In REVERSING the lower court's order granting summary judgment to ELRAC, the Second Department found that the nonowned auto provision of GE's policy did not afford liability coverage for the accident:
The three reasons GE's policy did not afford liability coverage to/for Mazarese are: (1) the rental vehicle was available for Mazarese's regular use, thus disqualifying it from being a "nonowned auto" as defined by the GE policy; (2) Mazarese's allowing Martinez to use the rental vehicle was not "maintaining" it; and (3) Mazarese's entrustment of the the rental vehicle to Martinez did not constitute his "use" of it.The exclusion of coverage under certain conditions for a relative residing with an insured when using a nonowned automobile "was designed to protect the company from being subjected 'to greatly added risk without the payment of additional premiums'" (Sperling v Great Am. Indem. Co., 7 NY2d 442, 448, quoting Vern v Merchants Mut. Cas. Co., 21 Misc 2d 51, 52). The purpose of a provision for a nonowned vehicle not for the regular use of an insured is to provide protection to the insured for the occasional or infrequent use of a vehicle not owned by him or her and is not intended as a substitute for insurance on vehicles furnished for the insured's regular use (see Liberty Mut. Ins. Co. v Sentry Ins., 130 AD2d 629, 630; see Liberty Mut. Ins. Co. v Allstate Ins. Co., 237 AD2d 260; Egle v United Servs. Auto. Assn., 158 AD2d 661; Federal Ins. Co. v Allstate Ins. Co., 111 AD2d 146; but see New York Cent. Mut. Fire Ins. Co. v Jennings, 195 AD2d 541).

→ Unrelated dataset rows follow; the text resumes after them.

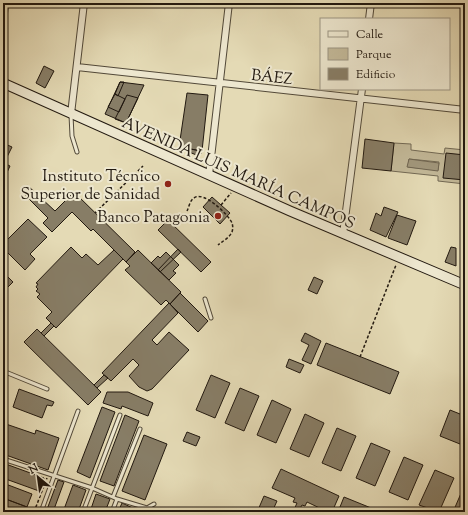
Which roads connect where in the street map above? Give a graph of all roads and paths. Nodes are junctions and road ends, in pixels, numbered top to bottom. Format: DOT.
graph roads {
  1 [pos="5,3"];
  2 [pos="84,3"];
  3 [pos="229,3"];
  4 [pos="371,3"];
  5 [pos="369,18"];
  6 [pos="3,23"];
  7 [pos="77,67"];
  8 [pos="3,83"];
  9 [pos="220,83"];
  10 [pos="362,90"];
  11 [pos="361,99"];
  12 [pos="465,110"];
  13 [pos="71,114"];
  14 [pos="77,152"];
  15 [pos="143,166"];
  16 [pos="209,175"];
  17 [pos="236,187"];
  18 [pos="221,205"];
  19 [pos="187,211"];
  20 [pos="95,212"];
  21 [pos="343,234"];
  22 [pos="218,245"];
  23 [pos="398,257"];
  24 [pos="465,286"];
  25 [pos="205,299"];
  26 [pos="211,318"];
  27 [pos="360,357"];
  28 [pos="3,371"];
  29 [pos="47,389"];
  30 [pos="78,411"];
  31 [pos="120,415"];
  32 [pos="140,429"];
  33 [pos="3,458"];
  34 [pos="48,475"];
  35 [pos="54,477"];
  36 [pos="92,488"];
  37 [pos="115,498"];
  38 [pos="154,504"];
  39 [pos="34,512"];
  40 [pos="41,512"];
  41 [pos="83,512"];
  42 [pos="112,512"];
  1 -- 6 [label="street"];
  2 -- 7 [label="street"];
  3 -- 9 [label="street"];
  4 -- 5 [label="street"];
  7 -- 9 [label="street, BÁEZ"];
  7 -- 13 [label="street"];
  8 -- 13 [label="main road, AVENIDA LUIS MARÍA CAMPOS"];
  9 -- 11 [label="street, BÁEZ"];
  9 -- 16 [label="street"];
  10 -- 11 [label="street"];
  11 -- 12 [label="street, BÁEZ"];
  11 -- 21 [label="street"];
  13 -- 14 [label="lane"];
  13 -- 16 [label="main road, AVENIDA LUIS MARÍA CAMPOS"];
  15 -- 20 [label="path"];
  16 -- 17 [label="main road, AVENIDA LUIS MARÍA CAMPOS"];
  17 -- 18 [label="path"];
  17 -- 21 [label="main road, AVENIDA LUIS MARÍA CAMPOS"];
  19 -- 22 [label="path"];
  21 -- 23 [label="main road, AVENIDA LUIS MARÍA CAMPOS"];
  23 -- 24 [label="main road, AVENIDA LUIS MARÍA CAMPOS"];
  23 -- 27 [label="path"];
  25 -- 26 [label="lane"];
  28 -- 29 [label="lane"];
  30 -- 35 [label="lane"];
  31 -- 36 [label="lane"];
  32 -- 37 [label="lane"];
  33 -- 34 [label="lane"];
  34 -- 35 [label="lane"];
  34 -- 39 [label="path"];
  35 -- 36 [label="lane"];
  35 -- 40 [label="lane"];
  36 -- 37 [label="lane"];
  36 -- 41 [label="lane"];
  37 -- 38 [label="lane"];
  37 -- 42 [label="lane"];
}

In determining whether a vehicle has been furnished for regular use, the general availability and frequency of use are criteria employed by the factfinder (see Liberty Mut. Ins. Co. v Allstate Ins. Co., 237 AD2d 260, 261; Liberty Mut. Ins. Co. v Sentry Ins., 130 AD2d 629, 630; Egle v United Servs. Auto. Assn., 158 AD2d 661, 662-663; McMahon v Boston Old Colony Ins. Co., 67 AD2d 757, 758; compare Hollander v Nationwide Mut. Ins. Co., 60 AD2d 380).
In his affidavit, Mazarese asserted, inter alia, that at the time of the accident, he did not own a motor vehicle, but the vehicle he used on a daily basis was a 2004 Mercury Mountaineer that was insured by nonparty Geico Insurance Company (hereinafter Geico). Mazarese had leased the rental vehicle from Elrac as a replacement vehicle while the Mercury Mountaineer was being repaired by the dealer. According to Mazarese, he used the rental vehicle "on an everyday basis." The rental agreement demonstrated that Mazarese rented the vehicle on November 18, 2003, and he returned it on January 13, 2004, the day after the subject accident. Thus, the rental vehicle clearly was available for Mazarese's regular use for 55 days. Accordingly, under the circumstances of this case, the rental vehicle did not meet the definition of a nonowned vehicle under the GE policy.
In addition, contrary to the Supreme Court's determination, Mazarese was not maintaining the rental vehicle at the time of the accident by virtue of his having entrusted the vehicle to the driver. "'Maintenance,' as that term is used in an insurance policy, means performance of work on an intrinsic part of the mechanism of the car and its overall function'" (Guishard v General Sec. Ins. Co., 9 NY3d 900, 902, quoting Farmers Fire Ins. Co. v Kingsbury, 105 AD2d 519, 520, citing 6B Appleman, Insurance Law & Practice, § 4315; see Pennsylvania Millers Mut. Ins. Co. v Manco, 63 NY2d 940, 942). Moreover, such entrustment of the rental vehicle to the driver did not constitute use of the rental vehicle as such term is otherwise defined in the GE policy because Mazarese neither owned, nor was he operating, loading, or unloading the rental vehicle at the time of the accident. Thus, the Supreme Court incorrectly concluded that there was coverage for the subject accident under the GE policy.